Chicken Soup for the Soul was the brainchild of two motivational speakers who preach the New Thought belief system known as the Law of Attraction. For more than 30 years, the self-help series has compiled reader-submitted stories about kindness, courage, and perseverance into easily digestible books aimed at almost every conceivable demographic: Chicken Soup for the Teenage Soul, Chicken Soup for the Grandma’s Soul, Chicken Soup for the Golfer’s Soul, and on and on. Since 1993, these books have sold more than 500 million copies worldwide, becoming the best-selling non-fiction book series of all time.
But in recent years, the company has become many other things that seem lightyears away from inspirational publishing: a line of packaged foods, a DVD kiosk retailer, and a meme stock.

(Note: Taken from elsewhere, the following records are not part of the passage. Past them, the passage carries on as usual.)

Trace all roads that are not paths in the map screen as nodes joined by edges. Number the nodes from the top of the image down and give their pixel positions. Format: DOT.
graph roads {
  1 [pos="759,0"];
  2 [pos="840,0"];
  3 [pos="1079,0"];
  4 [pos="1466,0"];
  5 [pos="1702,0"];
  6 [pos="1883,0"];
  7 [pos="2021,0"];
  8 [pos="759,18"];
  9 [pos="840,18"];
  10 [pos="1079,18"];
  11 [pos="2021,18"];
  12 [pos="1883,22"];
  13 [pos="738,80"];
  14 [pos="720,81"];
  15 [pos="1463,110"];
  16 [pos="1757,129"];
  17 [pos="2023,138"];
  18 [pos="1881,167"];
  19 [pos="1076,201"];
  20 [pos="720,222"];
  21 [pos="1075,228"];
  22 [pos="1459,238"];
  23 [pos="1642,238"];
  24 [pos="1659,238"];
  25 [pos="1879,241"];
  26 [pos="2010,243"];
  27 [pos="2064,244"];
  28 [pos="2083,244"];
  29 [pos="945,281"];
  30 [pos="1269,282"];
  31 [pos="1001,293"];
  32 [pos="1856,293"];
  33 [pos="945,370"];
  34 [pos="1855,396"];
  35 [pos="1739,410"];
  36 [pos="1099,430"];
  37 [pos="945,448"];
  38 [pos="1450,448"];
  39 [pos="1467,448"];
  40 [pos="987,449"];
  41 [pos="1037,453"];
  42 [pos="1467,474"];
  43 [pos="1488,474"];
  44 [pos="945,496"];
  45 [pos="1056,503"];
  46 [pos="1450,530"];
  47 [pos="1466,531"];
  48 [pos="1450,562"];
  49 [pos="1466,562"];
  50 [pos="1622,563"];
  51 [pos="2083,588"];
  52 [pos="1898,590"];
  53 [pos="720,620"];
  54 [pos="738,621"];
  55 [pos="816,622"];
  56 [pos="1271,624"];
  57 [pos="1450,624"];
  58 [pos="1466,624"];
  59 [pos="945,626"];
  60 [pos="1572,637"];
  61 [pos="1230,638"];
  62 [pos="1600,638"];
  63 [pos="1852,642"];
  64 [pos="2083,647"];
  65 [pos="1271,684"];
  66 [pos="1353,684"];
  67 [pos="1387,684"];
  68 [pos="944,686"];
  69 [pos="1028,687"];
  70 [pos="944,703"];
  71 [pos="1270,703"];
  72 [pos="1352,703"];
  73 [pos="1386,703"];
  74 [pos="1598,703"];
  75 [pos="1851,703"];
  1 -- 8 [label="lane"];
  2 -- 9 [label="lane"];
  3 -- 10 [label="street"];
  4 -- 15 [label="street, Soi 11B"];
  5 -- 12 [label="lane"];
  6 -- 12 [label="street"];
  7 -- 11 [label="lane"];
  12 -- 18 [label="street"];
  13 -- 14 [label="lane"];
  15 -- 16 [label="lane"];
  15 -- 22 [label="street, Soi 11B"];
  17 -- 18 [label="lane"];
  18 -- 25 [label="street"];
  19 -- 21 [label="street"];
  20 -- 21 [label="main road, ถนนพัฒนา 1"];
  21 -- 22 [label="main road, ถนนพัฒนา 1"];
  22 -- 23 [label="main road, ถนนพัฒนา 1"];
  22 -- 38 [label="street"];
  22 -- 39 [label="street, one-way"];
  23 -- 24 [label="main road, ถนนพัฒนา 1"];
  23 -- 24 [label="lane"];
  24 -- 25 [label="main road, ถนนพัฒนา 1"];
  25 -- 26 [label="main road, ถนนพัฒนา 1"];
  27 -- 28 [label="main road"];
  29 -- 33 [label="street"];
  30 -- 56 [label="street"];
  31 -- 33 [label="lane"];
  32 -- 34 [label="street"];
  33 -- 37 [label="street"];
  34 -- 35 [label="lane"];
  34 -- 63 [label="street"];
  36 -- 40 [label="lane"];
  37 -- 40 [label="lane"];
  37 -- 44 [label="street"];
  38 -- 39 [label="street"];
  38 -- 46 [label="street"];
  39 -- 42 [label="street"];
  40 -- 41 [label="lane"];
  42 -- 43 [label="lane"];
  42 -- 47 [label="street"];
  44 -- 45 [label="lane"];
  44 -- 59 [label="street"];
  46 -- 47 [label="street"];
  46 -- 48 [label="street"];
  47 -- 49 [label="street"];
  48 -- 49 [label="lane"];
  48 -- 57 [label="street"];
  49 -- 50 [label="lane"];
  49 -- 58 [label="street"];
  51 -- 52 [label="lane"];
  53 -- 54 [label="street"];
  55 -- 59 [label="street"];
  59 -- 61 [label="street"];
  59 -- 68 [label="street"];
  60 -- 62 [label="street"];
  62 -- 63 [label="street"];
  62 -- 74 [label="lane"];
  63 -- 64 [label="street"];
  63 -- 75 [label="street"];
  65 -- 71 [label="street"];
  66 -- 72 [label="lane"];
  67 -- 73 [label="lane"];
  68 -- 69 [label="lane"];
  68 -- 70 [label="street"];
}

In this episode, with the help of journalist Amanda Chicago Lewis, we tell the story of how this feel-good brand went from comfort food to junk.
This episode was written by Willa Paskin and Max Freedman and produced by Max. It was edited by Evan Chung, Decoder Ring’s supervising producer. Our show is also produced by Katie Shepherd. Merritt Jacob is Senior Technical Director. Special thanks to Rachel Strom.
If you have any cultural mysteries you want us to decode, please email us at DecoderRing@slate.com, or leave a message on our hotline at 347-460-7281.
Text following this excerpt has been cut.